[Records drawn from a dataset]

========================

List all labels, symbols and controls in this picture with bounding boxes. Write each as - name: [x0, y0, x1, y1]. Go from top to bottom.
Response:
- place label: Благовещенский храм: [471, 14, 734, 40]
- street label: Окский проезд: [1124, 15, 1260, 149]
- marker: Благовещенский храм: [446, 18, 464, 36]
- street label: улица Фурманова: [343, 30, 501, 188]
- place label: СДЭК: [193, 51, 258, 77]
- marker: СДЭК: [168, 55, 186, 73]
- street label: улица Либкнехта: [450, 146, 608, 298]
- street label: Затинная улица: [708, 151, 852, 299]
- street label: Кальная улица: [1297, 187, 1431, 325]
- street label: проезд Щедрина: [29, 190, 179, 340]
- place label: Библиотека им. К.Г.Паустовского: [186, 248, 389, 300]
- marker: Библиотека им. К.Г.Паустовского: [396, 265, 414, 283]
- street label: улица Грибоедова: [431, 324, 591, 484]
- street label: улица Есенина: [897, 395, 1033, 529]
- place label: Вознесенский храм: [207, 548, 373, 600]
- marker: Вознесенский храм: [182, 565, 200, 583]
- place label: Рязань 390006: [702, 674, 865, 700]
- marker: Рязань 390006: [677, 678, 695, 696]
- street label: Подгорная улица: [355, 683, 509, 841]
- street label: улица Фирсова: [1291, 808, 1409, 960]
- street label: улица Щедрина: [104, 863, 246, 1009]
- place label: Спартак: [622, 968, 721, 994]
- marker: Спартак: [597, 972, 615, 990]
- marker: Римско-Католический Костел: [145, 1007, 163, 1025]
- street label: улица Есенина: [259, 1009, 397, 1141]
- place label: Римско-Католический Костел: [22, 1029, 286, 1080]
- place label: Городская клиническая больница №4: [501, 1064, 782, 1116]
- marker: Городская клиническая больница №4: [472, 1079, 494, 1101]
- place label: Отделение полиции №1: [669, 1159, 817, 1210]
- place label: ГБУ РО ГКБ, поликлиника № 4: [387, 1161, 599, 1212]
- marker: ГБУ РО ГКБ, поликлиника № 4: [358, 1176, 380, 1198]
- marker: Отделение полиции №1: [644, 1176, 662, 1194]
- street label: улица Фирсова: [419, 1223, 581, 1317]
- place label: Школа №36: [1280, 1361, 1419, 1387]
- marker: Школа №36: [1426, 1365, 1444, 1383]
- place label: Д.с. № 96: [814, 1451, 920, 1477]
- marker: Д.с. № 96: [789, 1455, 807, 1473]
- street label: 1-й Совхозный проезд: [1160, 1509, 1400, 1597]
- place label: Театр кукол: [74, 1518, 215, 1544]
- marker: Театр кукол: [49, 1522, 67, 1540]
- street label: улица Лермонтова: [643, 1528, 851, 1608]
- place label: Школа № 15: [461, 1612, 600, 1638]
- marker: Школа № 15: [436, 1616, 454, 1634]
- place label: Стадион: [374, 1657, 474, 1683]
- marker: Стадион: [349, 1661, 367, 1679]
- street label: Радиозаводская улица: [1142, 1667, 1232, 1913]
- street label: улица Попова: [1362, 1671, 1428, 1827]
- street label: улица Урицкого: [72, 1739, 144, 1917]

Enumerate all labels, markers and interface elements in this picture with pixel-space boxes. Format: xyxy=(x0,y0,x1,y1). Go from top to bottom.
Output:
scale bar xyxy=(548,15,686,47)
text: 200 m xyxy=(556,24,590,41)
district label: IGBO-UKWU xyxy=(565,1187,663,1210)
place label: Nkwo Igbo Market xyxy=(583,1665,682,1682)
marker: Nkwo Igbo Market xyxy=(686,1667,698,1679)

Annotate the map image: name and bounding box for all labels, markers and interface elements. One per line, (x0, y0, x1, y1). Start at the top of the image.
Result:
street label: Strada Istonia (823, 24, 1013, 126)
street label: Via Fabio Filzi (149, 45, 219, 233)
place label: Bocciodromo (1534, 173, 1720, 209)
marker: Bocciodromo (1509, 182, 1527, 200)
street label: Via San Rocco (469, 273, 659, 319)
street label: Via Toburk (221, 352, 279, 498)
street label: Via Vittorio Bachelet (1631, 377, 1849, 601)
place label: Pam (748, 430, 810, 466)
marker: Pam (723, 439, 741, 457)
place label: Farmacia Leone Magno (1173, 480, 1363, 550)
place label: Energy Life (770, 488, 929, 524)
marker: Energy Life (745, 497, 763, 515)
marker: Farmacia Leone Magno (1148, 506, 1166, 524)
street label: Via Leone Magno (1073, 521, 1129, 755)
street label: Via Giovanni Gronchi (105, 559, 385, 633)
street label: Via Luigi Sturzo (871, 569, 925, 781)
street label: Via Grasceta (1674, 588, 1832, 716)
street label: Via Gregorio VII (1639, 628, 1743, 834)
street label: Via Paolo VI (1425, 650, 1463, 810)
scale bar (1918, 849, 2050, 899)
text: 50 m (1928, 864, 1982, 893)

========================

(Prompt)
Copy out each line of the entries that holds "Bocciodromo".

(Output of the task)
place label: Bocciodromo (1534, 173, 1720, 209)
marker: Bocciodromo (1509, 182, 1527, 200)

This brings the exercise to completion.